Clinical Presentation & Protocol
Patient Usually Complains Of
Patient presents for routine follow-up of G47.35 (CCHS). Caregivers report [stable/worsening] nocturnal hypoventilation, noting episodes of cyanosis or apnea during sleep. No reported daytime somnolence or morning headaches. Ventilatory support compliance is [excellent/poor] with [specific mode, e.g., positive pressure ventilation/diaphragmatic pacing]. No recent respiratory infections or autonomic dysregulation symptoms (e.g., temperature instability, profuse sweating).
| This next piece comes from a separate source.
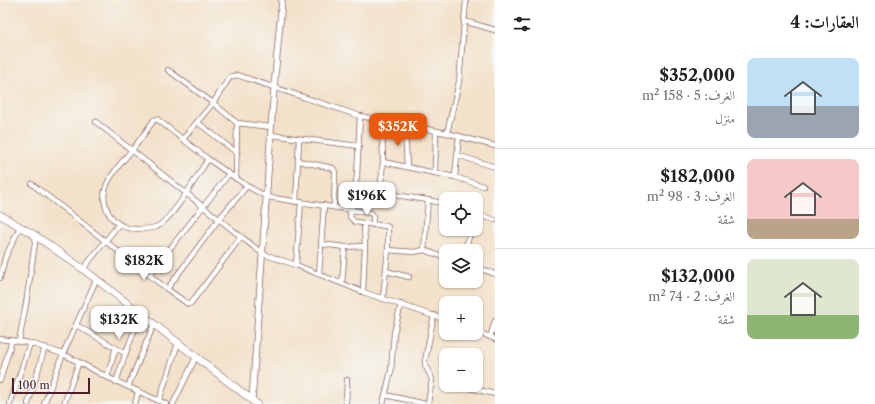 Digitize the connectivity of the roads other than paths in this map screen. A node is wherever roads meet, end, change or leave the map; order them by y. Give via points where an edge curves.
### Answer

Clinical Examination Findings
General: Patient is [alert/lethargic], breathing [spontaneously/via ventilator]. Respiratory: Breath sounds [clear/diminished] bilaterally. No accessory muscle use observed during awake state. Cardiovascular: Regular rate and rhythm, no murmurs. Neurological: Cranial nerves intact, no focal deficits. Autonomic: Skin is [warm/cool], capillary refill <2 seconds. No evidence of pupillary abnormalities or Hirschsprung-associated megacolon symptoms.
Treatment Protocol
Plan: 1. Continue nocturnal ventilatory support via [mode/settings]. 2. Maintain pulse oximetry and capnography monitoring during sleep. 3. Regular titration of ventilatory settings based on serial ABG/VBG and polysomnography. 4. Multidisciplinary follow-up (Neurology, Gastroenterology, Cardiology). 5. Ensure emergency backup power and manual resuscitation equipment are functional and accessible at all times.